» Working data:
▼

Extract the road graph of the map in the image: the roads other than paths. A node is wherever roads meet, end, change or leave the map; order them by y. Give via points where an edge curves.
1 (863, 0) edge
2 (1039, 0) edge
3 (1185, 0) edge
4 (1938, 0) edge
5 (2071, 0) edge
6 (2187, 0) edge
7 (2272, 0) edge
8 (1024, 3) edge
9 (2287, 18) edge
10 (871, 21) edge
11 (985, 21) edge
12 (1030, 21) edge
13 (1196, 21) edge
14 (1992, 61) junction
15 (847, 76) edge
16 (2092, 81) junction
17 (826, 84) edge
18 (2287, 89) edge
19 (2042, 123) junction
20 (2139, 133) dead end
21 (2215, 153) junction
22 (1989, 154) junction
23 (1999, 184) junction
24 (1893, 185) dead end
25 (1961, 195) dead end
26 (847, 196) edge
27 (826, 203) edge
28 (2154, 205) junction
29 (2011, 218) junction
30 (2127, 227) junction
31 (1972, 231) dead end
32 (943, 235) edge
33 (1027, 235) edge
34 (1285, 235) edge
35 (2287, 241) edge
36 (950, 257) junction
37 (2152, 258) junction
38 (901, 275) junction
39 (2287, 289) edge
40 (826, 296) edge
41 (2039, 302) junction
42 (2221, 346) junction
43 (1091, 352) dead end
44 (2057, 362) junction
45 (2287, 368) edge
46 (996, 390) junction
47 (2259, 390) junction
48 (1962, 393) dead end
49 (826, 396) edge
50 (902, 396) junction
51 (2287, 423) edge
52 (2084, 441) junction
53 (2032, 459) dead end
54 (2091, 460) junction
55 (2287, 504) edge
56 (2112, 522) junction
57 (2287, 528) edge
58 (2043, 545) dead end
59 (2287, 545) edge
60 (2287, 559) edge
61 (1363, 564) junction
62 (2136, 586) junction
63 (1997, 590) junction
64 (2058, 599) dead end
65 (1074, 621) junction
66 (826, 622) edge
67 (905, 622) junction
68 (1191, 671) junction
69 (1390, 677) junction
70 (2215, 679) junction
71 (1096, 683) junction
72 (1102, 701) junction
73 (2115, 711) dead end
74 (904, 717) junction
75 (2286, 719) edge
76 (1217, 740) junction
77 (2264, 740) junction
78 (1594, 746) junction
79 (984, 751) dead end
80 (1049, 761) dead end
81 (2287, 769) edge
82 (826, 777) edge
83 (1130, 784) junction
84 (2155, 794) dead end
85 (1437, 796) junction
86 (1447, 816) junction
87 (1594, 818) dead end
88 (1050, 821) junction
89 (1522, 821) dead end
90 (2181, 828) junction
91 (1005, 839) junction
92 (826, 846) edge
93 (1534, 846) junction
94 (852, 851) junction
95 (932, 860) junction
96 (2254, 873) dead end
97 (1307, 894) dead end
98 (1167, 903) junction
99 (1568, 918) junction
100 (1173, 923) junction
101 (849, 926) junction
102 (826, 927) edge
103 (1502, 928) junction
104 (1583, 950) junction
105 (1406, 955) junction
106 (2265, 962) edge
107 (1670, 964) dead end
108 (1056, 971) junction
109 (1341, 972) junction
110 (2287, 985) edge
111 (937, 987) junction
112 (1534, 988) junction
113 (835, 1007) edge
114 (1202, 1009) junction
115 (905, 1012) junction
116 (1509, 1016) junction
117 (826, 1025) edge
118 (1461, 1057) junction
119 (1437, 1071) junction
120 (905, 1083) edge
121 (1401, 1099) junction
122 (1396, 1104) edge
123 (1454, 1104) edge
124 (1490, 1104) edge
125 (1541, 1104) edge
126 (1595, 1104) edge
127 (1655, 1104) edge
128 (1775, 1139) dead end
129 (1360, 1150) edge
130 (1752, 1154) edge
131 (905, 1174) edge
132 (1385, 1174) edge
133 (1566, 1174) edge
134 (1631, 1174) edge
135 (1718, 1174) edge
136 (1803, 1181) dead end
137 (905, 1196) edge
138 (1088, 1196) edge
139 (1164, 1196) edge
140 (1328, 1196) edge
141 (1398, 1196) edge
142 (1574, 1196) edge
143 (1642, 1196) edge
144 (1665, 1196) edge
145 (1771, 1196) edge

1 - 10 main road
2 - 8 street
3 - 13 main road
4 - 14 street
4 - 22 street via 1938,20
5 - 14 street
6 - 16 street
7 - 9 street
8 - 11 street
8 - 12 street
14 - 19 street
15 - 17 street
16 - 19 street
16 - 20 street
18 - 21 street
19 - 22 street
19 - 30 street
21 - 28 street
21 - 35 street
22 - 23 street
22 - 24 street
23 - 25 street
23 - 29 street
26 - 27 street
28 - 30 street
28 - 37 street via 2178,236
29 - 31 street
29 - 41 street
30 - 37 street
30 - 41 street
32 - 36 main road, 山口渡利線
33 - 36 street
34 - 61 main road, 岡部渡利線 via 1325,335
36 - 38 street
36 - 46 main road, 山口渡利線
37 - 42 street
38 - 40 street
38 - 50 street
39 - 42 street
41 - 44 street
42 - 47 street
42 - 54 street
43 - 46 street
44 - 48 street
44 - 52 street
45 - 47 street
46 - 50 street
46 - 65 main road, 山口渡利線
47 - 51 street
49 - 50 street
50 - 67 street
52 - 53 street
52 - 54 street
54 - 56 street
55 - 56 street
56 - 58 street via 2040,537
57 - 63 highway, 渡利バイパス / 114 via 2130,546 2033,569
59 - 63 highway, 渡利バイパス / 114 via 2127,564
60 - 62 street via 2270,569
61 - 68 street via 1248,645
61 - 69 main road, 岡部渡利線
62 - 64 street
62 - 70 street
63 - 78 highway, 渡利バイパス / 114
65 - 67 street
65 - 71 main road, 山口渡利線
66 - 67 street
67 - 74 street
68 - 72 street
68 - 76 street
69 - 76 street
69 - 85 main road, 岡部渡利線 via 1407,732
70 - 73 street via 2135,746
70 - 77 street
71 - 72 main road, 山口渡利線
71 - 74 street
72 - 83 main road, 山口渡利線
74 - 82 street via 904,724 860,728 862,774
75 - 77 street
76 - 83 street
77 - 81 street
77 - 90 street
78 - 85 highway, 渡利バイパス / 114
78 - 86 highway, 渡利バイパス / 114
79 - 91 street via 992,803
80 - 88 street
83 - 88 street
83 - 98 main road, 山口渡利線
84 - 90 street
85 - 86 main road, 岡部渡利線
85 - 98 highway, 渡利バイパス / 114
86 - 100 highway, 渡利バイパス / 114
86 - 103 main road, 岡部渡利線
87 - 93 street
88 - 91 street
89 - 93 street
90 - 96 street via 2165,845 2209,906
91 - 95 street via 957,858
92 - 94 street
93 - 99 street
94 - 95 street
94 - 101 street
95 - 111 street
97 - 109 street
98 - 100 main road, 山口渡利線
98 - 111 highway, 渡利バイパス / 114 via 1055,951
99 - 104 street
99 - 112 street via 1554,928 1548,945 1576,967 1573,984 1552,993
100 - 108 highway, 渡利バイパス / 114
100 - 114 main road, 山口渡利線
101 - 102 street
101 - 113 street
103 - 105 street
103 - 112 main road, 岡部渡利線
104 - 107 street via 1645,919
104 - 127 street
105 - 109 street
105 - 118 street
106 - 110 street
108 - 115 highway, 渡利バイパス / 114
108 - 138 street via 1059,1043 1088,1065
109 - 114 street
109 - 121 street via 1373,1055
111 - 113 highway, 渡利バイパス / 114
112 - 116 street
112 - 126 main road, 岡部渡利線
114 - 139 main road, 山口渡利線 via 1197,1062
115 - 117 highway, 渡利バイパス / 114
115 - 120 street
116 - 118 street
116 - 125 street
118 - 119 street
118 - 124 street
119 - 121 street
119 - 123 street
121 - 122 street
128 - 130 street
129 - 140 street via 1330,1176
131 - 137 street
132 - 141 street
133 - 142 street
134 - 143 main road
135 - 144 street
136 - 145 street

▲

» What the task asks: In your response, give all the records again with nothing altered.

» Finished task:
Extract the road graph of the map in the image: the roads other than paths. A node is wherever roads meet, end, change or leave the map; order them by y. Give via points where an edge curves.
1 (863, 0) edge
2 (1039, 0) edge
3 (1185, 0) edge
4 (1938, 0) edge
5 (2071, 0) edge
6 (2187, 0) edge
7 (2272, 0) edge
8 (1024, 3) edge
9 (2287, 18) edge
10 (871, 21) edge
11 (985, 21) edge
12 (1030, 21) edge
13 (1196, 21) edge
14 (1992, 61) junction
15 (847, 76) edge
16 (2092, 81) junction
17 (826, 84) edge
18 (2287, 89) edge
19 (2042, 123) junction
20 (2139, 133) dead end
21 (2215, 153) junction
22 (1989, 154) junction
23 (1999, 184) junction
24 (1893, 185) dead end
25 (1961, 195) dead end
26 (847, 196) edge
27 (826, 203) edge
28 (2154, 205) junction
29 (2011, 218) junction
30 (2127, 227) junction
31 (1972, 231) dead end
32 (943, 235) edge
33 (1027, 235) edge
34 (1285, 235) edge
35 (2287, 241) edge
36 (950, 257) junction
37 (2152, 258) junction
38 (901, 275) junction
39 (2287, 289) edge
40 (826, 296) edge
41 (2039, 302) junction
42 (2221, 346) junction
43 (1091, 352) dead end
44 (2057, 362) junction
45 (2287, 368) edge
46 (996, 390) junction
47 (2259, 390) junction
48 (1962, 393) dead end
49 (826, 396) edge
50 (902, 396) junction
51 (2287, 423) edge
52 (2084, 441) junction
53 (2032, 459) dead end
54 (2091, 460) junction
55 (2287, 504) edge
56 (2112, 522) junction
57 (2287, 528) edge
58 (2043, 545) dead end
59 (2287, 545) edge
60 (2287, 559) edge
61 (1363, 564) junction
62 (2136, 586) junction
63 (1997, 590) junction
64 (2058, 599) dead end
65 (1074, 621) junction
66 (826, 622) edge
67 (905, 622) junction
68 (1191, 671) junction
69 (1390, 677) junction
70 (2215, 679) junction
71 (1096, 683) junction
72 (1102, 701) junction
73 (2115, 711) dead end
74 (904, 717) junction
75 (2286, 719) edge
76 (1217, 740) junction
77 (2264, 740) junction
78 (1594, 746) junction
79 (984, 751) dead end
80 (1049, 761) dead end
81 (2287, 769) edge
82 (826, 777) edge
83 (1130, 784) junction
84 (2155, 794) dead end
85 (1437, 796) junction
86 (1447, 816) junction
87 (1594, 818) dead end
88 (1050, 821) junction
89 (1522, 821) dead end
90 (2181, 828) junction
91 (1005, 839) junction
92 (826, 846) edge
93 (1534, 846) junction
94 (852, 851) junction
95 (932, 860) junction
96 (2254, 873) dead end
97 (1307, 894) dead end
98 (1167, 903) junction
99 (1568, 918) junction
100 (1173, 923) junction
101 (849, 926) junction
102 (826, 927) edge
103 (1502, 928) junction
104 (1583, 950) junction
105 (1406, 955) junction
106 (2265, 962) edge
107 (1670, 964) dead end
108 (1056, 971) junction
109 (1341, 972) junction
110 (2287, 985) edge
111 (937, 987) junction
112 (1534, 988) junction
113 (835, 1007) edge
114 (1202, 1009) junction
115 (905, 1012) junction
116 (1509, 1016) junction
117 (826, 1025) edge
118 (1461, 1057) junction
119 (1437, 1071) junction
120 (905, 1083) edge
121 (1401, 1099) junction
122 (1396, 1104) edge
123 (1454, 1104) edge
124 (1490, 1104) edge
125 (1541, 1104) edge
126 (1595, 1104) edge
127 (1655, 1104) edge
128 (1775, 1139) dead end
129 (1360, 1150) edge
130 (1752, 1154) edge
131 (905, 1174) edge
132 (1385, 1174) edge
133 (1566, 1174) edge
134 (1631, 1174) edge
135 (1718, 1174) edge
136 (1803, 1181) dead end
137 (905, 1196) edge
138 (1088, 1196) edge
139 (1164, 1196) edge
140 (1328, 1196) edge
141 (1398, 1196) edge
142 (1574, 1196) edge
143 (1642, 1196) edge
144 (1665, 1196) edge
145 (1771, 1196) edge

1 - 10 main road
2 - 8 street
3 - 13 main road
4 - 14 street
4 - 22 street via 1938,20
5 - 14 street
6 - 16 street
7 - 9 street
8 - 11 street
8 - 12 street
14 - 19 street
15 - 17 street
16 - 19 street
16 - 20 street
18 - 21 street
19 - 22 street
19 - 30 street
21 - 28 street
21 - 35 street
22 - 23 street
22 - 24 street
23 - 25 street
23 - 29 street
26 - 27 street
28 - 30 street
28 - 37 street via 2178,236
29 - 31 street
29 - 41 street
30 - 37 street
30 - 41 street
32 - 36 main road, 山口渡利線
33 - 36 street
34 - 61 main road, 岡部渡利線 via 1325,335
36 - 38 street
36 - 46 main road, 山口渡利線
37 - 42 street
38 - 40 street
38 - 50 street
39 - 42 street
41 - 44 street
42 - 47 street
42 - 54 street
43 - 46 street
44 - 48 street
44 - 52 street
45 - 47 street
46 - 50 street
46 - 65 main road, 山口渡利線
47 - 51 street
49 - 50 street
50 - 67 street
52 - 53 street
52 - 54 street
54 - 56 street
55 - 56 street
56 - 58 street via 2040,537
57 - 63 highway, 渡利バイパス / 114 via 2130,546 2033,569
59 - 63 highway, 渡利バイパス / 114 via 2127,564
60 - 62 street via 2270,569
61 - 68 street via 1248,645
61 - 69 main road, 岡部渡利線
62 - 64 street
62 - 70 street
63 - 78 highway, 渡利バイパス / 114
65 - 67 street
65 - 71 main road, 山口渡利線
66 - 67 street
67 - 74 street
68 - 72 street
68 - 76 street
69 - 76 street
69 - 85 main road, 岡部渡利線 via 1407,732
70 - 73 street via 2135,746
70 - 77 street
71 - 72 main road, 山口渡利線
71 - 74 street
72 - 83 main road, 山口渡利線
74 - 82 street via 904,724 860,728 862,774
75 - 77 street
76 - 83 street
77 - 81 street
77 - 90 street
78 - 85 highway, 渡利バイパス / 114
78 - 86 highway, 渡利バイパス / 114
79 - 91 street via 992,803
80 - 88 street
83 - 88 street
83 - 98 main road, 山口渡利線
84 - 90 street
85 - 86 main road, 岡部渡利線
85 - 98 highway, 渡利バイパス / 114
86 - 100 highway, 渡利バイパス / 114
86 - 103 main road, 岡部渡利線
87 - 93 street
88 - 91 street
89 - 93 street
90 - 96 street via 2165,845 2209,906
91 - 95 street via 957,858
92 - 94 street
93 - 99 street
94 - 95 street
94 - 101 street
95 - 111 street
97 - 109 street
98 - 100 main road, 山口渡利線
98 - 111 highway, 渡利バイパス / 114 via 1055,951
99 - 104 street
99 - 112 street via 1554,928 1548,945 1576,967 1573,984 1552,993
100 - 108 highway, 渡利バイパス / 114
100 - 114 main road, 山口渡利線
101 - 102 street
101 - 113 street
103 - 105 street
103 - 112 main road, 岡部渡利線
104 - 107 street via 1645,919
104 - 127 street
105 - 109 street
105 - 118 street
106 - 110 street
108 - 115 highway, 渡利バイパス / 114
108 - 138 street via 1059,1043 1088,1065
109 - 114 street
109 - 121 street via 1373,1055
111 - 113 highway, 渡利バイパス / 114
112 - 116 street
112 - 126 main road, 岡部渡利線
114 - 139 main road, 山口渡利線 via 1197,1062
115 - 117 highway, 渡利バイパス / 114
115 - 120 street
116 - 118 street
116 - 125 street
118 - 119 street
118 - 124 street
119 - 121 street
119 - 123 street
121 - 122 street
128 - 130 street
129 - 140 street via 1330,1176
131 - 137 street
132 - 141 street
133 - 142 street
134 - 143 main road
135 - 144 street
136 - 145 street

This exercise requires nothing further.